Сету атум
Шрифт:
Смерч стих, на его месте образовалась широченная воронка, из чрева которой на свет выбираются человекообразные уроды. Эдимму много. Горец, рубящий пришельцев направо и налево, явно не справляется. Раммидина окружают.
С шашкой наизготовку влетаю в толпу мохнатых тел. Стрекочет пулемет – обещанная огневая поддержка. Приходится маневрировать, пропуская злых стальных ос, свистящих над головой.

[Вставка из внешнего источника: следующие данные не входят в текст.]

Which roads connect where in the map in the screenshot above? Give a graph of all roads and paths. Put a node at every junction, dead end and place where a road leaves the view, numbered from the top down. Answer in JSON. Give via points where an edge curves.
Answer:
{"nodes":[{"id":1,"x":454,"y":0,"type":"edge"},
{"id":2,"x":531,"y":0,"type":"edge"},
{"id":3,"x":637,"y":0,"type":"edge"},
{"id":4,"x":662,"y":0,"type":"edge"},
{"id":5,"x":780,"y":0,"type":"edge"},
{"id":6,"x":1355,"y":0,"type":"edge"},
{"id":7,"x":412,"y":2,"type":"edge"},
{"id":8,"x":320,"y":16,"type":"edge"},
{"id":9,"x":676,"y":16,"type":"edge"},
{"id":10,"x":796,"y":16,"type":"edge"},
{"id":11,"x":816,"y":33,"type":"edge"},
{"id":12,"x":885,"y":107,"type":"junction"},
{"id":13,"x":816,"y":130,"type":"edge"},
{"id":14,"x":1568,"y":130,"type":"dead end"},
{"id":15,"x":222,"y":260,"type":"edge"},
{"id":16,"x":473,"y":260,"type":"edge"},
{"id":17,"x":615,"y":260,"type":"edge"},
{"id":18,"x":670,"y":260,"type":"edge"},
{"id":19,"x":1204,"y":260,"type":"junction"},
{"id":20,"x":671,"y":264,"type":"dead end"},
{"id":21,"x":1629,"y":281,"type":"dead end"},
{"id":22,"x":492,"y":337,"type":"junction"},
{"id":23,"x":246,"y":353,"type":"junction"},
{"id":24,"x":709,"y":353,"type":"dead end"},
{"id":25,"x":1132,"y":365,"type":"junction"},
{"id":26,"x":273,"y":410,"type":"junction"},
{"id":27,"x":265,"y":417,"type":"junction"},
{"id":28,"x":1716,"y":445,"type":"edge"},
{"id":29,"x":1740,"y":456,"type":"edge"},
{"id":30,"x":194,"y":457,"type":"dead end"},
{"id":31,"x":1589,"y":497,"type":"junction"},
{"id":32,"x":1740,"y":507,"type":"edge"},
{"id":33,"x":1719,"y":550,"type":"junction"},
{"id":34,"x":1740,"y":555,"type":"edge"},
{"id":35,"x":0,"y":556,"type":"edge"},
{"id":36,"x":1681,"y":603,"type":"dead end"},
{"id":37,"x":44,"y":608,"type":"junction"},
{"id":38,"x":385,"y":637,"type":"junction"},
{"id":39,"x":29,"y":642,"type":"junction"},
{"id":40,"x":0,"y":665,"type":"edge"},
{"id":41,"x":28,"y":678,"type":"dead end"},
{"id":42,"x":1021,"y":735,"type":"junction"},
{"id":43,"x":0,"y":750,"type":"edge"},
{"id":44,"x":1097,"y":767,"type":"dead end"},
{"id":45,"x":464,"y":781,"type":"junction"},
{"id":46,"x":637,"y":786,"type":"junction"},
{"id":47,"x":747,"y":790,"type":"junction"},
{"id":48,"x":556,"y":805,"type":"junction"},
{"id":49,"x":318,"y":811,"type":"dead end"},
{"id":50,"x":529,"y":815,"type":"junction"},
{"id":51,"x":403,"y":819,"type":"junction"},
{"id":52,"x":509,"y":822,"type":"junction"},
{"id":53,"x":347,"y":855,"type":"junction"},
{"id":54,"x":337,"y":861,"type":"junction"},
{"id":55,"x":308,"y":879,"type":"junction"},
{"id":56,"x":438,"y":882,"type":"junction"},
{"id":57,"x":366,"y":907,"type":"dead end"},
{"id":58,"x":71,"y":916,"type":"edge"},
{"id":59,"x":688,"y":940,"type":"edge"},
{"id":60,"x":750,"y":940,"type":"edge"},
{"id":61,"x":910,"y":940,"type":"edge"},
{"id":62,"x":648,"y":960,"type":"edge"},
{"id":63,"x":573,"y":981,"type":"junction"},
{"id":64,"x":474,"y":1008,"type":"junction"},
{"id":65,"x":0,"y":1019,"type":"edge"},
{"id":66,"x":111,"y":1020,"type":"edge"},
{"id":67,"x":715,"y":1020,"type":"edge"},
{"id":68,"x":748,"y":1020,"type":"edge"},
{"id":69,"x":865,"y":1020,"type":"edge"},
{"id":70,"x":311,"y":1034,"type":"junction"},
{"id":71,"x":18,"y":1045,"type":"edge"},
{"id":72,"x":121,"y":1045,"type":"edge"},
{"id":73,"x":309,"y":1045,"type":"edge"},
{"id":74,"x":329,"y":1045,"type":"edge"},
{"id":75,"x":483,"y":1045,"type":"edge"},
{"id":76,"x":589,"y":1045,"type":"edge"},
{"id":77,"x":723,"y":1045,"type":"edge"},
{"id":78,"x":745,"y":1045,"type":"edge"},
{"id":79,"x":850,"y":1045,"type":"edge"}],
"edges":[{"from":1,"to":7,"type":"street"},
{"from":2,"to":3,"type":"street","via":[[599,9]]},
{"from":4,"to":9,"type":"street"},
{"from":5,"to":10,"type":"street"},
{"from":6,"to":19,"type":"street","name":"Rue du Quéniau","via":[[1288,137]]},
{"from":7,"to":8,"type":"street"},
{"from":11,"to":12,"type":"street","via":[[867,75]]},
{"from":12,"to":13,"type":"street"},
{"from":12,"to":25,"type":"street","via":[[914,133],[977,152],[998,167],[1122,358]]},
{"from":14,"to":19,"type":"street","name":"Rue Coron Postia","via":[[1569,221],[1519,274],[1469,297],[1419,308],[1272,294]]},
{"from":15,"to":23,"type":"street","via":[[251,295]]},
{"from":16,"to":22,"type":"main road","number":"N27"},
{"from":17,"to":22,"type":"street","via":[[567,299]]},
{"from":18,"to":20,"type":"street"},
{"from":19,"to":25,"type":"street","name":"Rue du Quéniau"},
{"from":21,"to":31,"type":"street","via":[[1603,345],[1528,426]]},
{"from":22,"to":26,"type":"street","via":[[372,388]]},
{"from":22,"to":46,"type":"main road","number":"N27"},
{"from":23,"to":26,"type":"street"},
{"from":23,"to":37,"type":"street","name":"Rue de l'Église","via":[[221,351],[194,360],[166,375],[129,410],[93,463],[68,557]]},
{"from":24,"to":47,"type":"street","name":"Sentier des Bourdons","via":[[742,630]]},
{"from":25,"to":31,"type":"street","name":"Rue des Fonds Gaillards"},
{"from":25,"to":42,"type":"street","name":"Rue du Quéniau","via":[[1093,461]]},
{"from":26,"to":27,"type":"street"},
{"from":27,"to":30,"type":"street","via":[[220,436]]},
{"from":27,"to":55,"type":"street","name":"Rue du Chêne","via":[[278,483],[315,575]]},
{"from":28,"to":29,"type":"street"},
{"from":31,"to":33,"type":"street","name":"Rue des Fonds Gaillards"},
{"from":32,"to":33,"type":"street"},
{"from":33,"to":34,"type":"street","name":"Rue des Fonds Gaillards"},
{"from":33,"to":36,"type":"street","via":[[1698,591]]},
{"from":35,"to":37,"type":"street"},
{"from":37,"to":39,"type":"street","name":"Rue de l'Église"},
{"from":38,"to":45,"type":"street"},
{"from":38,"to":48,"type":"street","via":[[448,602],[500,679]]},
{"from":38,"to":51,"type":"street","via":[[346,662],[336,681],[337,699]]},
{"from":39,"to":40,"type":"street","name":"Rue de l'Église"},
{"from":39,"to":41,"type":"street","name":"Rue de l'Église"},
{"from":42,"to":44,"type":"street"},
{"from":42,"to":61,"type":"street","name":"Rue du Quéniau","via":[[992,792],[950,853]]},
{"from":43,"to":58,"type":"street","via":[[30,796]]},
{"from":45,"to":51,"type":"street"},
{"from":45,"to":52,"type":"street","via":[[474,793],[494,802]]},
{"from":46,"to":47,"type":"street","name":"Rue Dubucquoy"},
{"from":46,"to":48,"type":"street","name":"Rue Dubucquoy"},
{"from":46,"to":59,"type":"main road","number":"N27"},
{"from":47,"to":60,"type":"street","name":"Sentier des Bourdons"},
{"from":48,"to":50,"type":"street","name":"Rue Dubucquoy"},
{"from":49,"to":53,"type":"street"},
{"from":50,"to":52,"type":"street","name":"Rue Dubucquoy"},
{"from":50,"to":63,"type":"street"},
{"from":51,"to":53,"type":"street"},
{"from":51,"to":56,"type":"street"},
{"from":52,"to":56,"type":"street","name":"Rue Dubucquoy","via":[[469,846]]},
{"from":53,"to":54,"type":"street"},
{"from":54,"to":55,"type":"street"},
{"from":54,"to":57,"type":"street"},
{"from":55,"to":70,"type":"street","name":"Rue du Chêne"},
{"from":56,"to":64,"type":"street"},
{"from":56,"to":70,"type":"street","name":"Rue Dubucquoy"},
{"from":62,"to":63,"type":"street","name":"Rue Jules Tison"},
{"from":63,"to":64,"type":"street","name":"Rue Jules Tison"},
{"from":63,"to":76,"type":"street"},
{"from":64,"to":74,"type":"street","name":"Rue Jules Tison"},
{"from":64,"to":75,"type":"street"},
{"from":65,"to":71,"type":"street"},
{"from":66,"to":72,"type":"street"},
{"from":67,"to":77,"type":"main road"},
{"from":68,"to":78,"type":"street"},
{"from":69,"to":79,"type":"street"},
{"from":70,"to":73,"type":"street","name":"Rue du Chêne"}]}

Разум уступает место наработанным многолетними тренировками инстинктам. Шашка поет. Каждая новая песня – отрубленная голова, или разрубленное тело. Как учили, один удар – один противник. Прорубаю кровавую просеку, спешу к горцу. Уворачиваюсь от пары когтистых лап, отмечаю, что существа ведут себя бестолково. Обладатели
Раздирая кожу, в плечо крепко вгрызается монстр. Не досмотрел. Разворачиваюсь к нему лицом, оставляя в пасти рваный лоскут кожи и собственное мясо, откидываю мохнатое тело пинком, наотмашь рублю. Боль хлыстом стегает по нервам. Надо двигаться. Удар ноги. Еще один урод с воем хватается за вмятый в череп нос. Добиваю шашкой. Крышу рвет. Суки! Забываю, кто я, что я и где я? Хищная сталь вгрызается в тела, отсекает конечности. Просто сбиваю с ног, втаптываю головы в землю, – так даже быстрее. Лицо – не лицо, сплошная кровавая маска. Над головой стрекочет пулемет, исправно косит врагов. Недобитых пулей – добиваю. Стряхиваю слизь кишок с железки. Наконец, вижу широкую спину Рамиддина. Хорошо работает. Широкий клинок – как продолжение тела. Одно движение – один труп. Качнулся в сторону – нет головы, качнулся в другую – нет головы. Крутнулся – вой и зубовный скрежет.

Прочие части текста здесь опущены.